#### YOUR TASK
What the task requires is each entry, restated exactly.

----------------

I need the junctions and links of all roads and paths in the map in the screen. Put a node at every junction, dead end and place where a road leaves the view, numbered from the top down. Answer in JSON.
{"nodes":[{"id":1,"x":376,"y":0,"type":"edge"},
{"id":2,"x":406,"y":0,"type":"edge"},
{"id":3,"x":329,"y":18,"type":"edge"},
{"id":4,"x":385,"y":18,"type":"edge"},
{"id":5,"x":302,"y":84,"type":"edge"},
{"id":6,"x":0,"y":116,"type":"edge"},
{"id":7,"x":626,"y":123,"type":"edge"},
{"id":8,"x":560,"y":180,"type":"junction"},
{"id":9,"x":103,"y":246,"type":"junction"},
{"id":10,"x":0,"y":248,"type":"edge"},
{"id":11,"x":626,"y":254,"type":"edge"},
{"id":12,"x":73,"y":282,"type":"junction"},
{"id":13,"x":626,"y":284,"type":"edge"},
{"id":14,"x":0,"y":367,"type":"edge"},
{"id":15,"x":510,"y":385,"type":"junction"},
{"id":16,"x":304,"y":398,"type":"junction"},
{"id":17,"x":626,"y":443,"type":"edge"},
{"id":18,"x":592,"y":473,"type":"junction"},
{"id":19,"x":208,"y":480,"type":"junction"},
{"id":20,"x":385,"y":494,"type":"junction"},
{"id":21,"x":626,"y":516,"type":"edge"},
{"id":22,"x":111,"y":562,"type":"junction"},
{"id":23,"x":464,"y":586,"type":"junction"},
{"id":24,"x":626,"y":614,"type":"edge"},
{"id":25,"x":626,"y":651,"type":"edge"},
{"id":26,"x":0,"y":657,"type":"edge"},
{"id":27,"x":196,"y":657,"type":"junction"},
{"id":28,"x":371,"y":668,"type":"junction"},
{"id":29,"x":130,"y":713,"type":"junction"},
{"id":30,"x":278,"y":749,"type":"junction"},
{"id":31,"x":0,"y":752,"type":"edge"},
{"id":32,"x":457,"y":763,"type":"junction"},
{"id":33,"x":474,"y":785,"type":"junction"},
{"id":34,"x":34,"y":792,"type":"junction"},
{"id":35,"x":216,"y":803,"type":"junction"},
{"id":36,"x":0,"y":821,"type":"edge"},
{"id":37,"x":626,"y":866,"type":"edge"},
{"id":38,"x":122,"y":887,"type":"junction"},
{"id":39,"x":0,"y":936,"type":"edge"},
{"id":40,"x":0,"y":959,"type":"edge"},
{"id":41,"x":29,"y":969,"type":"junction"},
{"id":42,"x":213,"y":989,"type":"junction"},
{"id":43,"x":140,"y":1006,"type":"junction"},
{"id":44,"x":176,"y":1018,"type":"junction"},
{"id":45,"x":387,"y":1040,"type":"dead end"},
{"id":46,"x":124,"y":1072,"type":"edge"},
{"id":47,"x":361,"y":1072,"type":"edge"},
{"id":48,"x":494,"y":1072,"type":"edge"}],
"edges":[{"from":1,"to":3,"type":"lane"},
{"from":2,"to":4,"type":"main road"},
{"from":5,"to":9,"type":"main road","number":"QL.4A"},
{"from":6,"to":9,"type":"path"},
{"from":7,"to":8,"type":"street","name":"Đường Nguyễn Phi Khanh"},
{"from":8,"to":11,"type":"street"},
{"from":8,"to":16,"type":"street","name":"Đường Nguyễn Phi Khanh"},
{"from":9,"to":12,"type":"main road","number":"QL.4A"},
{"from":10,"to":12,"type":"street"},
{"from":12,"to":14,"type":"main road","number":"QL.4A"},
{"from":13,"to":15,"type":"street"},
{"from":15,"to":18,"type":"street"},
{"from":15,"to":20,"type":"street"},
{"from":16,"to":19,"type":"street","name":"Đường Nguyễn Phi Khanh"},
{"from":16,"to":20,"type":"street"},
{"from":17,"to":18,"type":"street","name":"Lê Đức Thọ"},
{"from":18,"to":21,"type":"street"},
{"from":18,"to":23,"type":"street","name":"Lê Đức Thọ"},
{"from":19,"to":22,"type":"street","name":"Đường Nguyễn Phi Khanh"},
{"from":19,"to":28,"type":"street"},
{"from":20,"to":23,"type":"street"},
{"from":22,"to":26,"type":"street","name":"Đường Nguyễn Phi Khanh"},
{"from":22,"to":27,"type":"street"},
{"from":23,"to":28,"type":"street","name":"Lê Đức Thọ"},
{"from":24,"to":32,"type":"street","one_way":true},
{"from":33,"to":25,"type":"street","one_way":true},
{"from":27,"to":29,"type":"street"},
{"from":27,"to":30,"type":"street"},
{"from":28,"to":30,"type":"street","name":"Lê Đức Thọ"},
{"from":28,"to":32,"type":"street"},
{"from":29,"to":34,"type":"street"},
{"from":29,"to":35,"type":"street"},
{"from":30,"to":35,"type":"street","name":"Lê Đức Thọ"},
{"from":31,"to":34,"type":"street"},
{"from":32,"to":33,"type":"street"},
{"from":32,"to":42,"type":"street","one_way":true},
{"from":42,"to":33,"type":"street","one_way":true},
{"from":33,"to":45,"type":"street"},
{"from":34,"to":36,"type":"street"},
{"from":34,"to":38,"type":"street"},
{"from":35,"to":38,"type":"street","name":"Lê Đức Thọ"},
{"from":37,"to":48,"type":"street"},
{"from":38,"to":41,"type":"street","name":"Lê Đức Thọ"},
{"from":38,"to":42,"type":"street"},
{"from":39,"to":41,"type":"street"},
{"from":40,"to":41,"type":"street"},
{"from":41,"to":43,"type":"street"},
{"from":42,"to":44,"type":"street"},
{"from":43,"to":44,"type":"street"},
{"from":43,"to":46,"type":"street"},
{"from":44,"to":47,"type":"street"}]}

----------------

#### YOUR RESPONSE
I need the junctions and links of all roads and paths in the map in the screen. Put a node at every junction, dead end and place where a road leaves the view, numbered from the top down. Answer in JSON.
{"nodes":[{"id":1,"x":376,"y":0,"type":"edge"},
{"id":2,"x":406,"y":0,"type":"edge"},
{"id":3,"x":329,"y":18,"type":"edge"},
{"id":4,"x":385,"y":18,"type":"edge"},
{"id":5,"x":302,"y":84,"type":"edge"},
{"id":6,"x":0,"y":116,"type":"edge"},
{"id":7,"x":626,"y":123,"type":"edge"},
{"id":8,"x":560,"y":180,"type":"junction"},
{"id":9,"x":103,"y":246,"type":"junction"},
{"id":10,"x":0,"y":248,"type":"edge"},
{"id":11,"x":626,"y":254,"type":"edge"},
{"id":12,"x":73,"y":282,"type":"junction"},
{"id":13,"x":626,"y":284,"type":"edge"},
{"id":14,"x":0,"y":367,"type":"edge"},
{"id":15,"x":510,"y":385,"type":"junction"},
{"id":16,"x":304,"y":398,"type":"junction"},
{"id":17,"x":626,"y":443,"type":"edge"},
{"id":18,"x":592,"y":473,"type":"junction"},
{"id":19,"x":208,"y":480,"type":"junction"},
{"id":20,"x":385,"y":494,"type":"junction"},
{"id":21,"x":626,"y":516,"type":"edge"},
{"id":22,"x":111,"y":562,"type":"junction"},
{"id":23,"x":464,"y":586,"type":"junction"},
{"id":24,"x":626,"y":614,"type":"edge"},
{"id":25,"x":626,"y":651,"type":"edge"},
{"id":26,"x":0,"y":657,"type":"edge"},
{"id":27,"x":196,"y":657,"type":"junction"},
{"id":28,"x":371,"y":668,"type":"junction"},
{"id":29,"x":130,"y":713,"type":"junction"},
{"id":30,"x":278,"y":749,"type":"junction"},
{"id":31,"x":0,"y":752,"type":"edge"},
{"id":32,"x":457,"y":763,"type":"junction"},
{"id":33,"x":474,"y":785,"type":"junction"},
{"id":34,"x":34,"y":792,"type":"junction"},
{"id":35,"x":216,"y":803,"type":"junction"},
{"id":36,"x":0,"y":821,"type":"edge"},
{"id":37,"x":626,"y":866,"type":"edge"},
{"id":38,"x":122,"y":887,"type":"junction"},
{"id":39,"x":0,"y":936,"type":"edge"},
{"id":40,"x":0,"y":959,"type":"edge"},
{"id":41,"x":29,"y":969,"type":"junction"},
{"id":42,"x":213,"y":989,"type":"junction"},
{"id":43,"x":140,"y":1006,"type":"junction"},
{"id":44,"x":176,"y":1018,"type":"junction"},
{"id":45,"x":387,"y":1040,"type":"dead end"},
{"id":46,"x":124,"y":1072,"type":"edge"},
{"id":47,"x":361,"y":1072,"type":"edge"},
{"id":48,"x":494,"y":1072,"type":"edge"}],
"edges":[{"from":1,"to":3,"type":"lane"},
{"from":2,"to":4,"type":"main road"},
{"from":5,"to":9,"type":"main road","number":"QL.4A"},
{"from":6,"to":9,"type":"path"},
{"from":7,"to":8,"type":"street","name":"Đường Nguyễn Phi Khanh"},
{"from":8,"to":11,"type":"street"},
{"from":8,"to":16,"type":"street","name":"Đường Nguyễn Phi Khanh"},
{"from":9,"to":12,"type":"main road","number":"QL.4A"},
{"from":10,"to":12,"type":"street"},
{"from":12,"to":14,"type":"main road","number":"QL.4A"},
{"from":13,"to":15,"type":"street"},
{"from":15,"to":18,"type":"street"},
{"from":15,"to":20,"type":"street"},
{"from":16,"to":19,"type":"street","name":"Đường Nguyễn Phi Khanh"},
{"from":16,"to":20,"type":"street"},
{"from":17,"to":18,"type":"street","name":"Lê Đức Thọ"},
{"from":18,"to":21,"type":"street"},
{"from":18,"to":23,"type":"street","name":"Lê Đức Thọ"},
{"from":19,"to":22,"type":"street","name":"Đường Nguyễn Phi Khanh"},
{"from":19,"to":28,"type":"street"},
{"from":20,"to":23,"type":"street"},
{"from":22,"to":26,"type":"street","name":"Đường Nguyễn Phi Khanh"},
{"from":22,"to":27,"type":"street"},
{"from":23,"to":28,"type":"street","name":"Lê Đức Thọ"},
{"from":24,"to":32,"type":"street","one_way":true},
{"from":33,"to":25,"type":"street","one_way":true},
{"from":27,"to":29,"type":"street"},
{"from":27,"to":30,"type":"street"},
{"from":28,"to":30,"type":"street","name":"Lê Đức Thọ"},
{"from":28,"to":32,"type":"street"},
{"from":29,"to":34,"type":"street"},
{"from":29,"to":35,"type":"street"},
{"from":30,"to":35,"type":"street","name":"Lê Đức Thọ"},
{"from":31,"to":34,"type":"street"},
{"from":32,"to":33,"type":"street"},
{"from":32,"to":42,"type":"street","one_way":true},
{"from":42,"to":33,"type":"street","one_way":true},
{"from":33,"to":45,"type":"street"},
{"from":34,"to":36,"type":"street"},
{"from":34,"to":38,"type":"street"},
{"from":35,"to":38,"type":"street","name":"Lê Đức Thọ"},
{"from":37,"to":48,"type":"street"},
{"from":38,"to":41,"type":"street","name":"Lê Đức Thọ"},
{"from":38,"to":42,"type":"street"},
{"from":39,"to":41,"type":"street"},
{"from":40,"to":41,"type":"street"},
{"from":41,"to":43,"type":"street"},
{"from":42,"to":44,"type":"street"},
{"from":43,"to":44,"type":"street"},
{"from":43,"to":46,"type":"street"},
{"from":44,"to":47,"type":"street"}]}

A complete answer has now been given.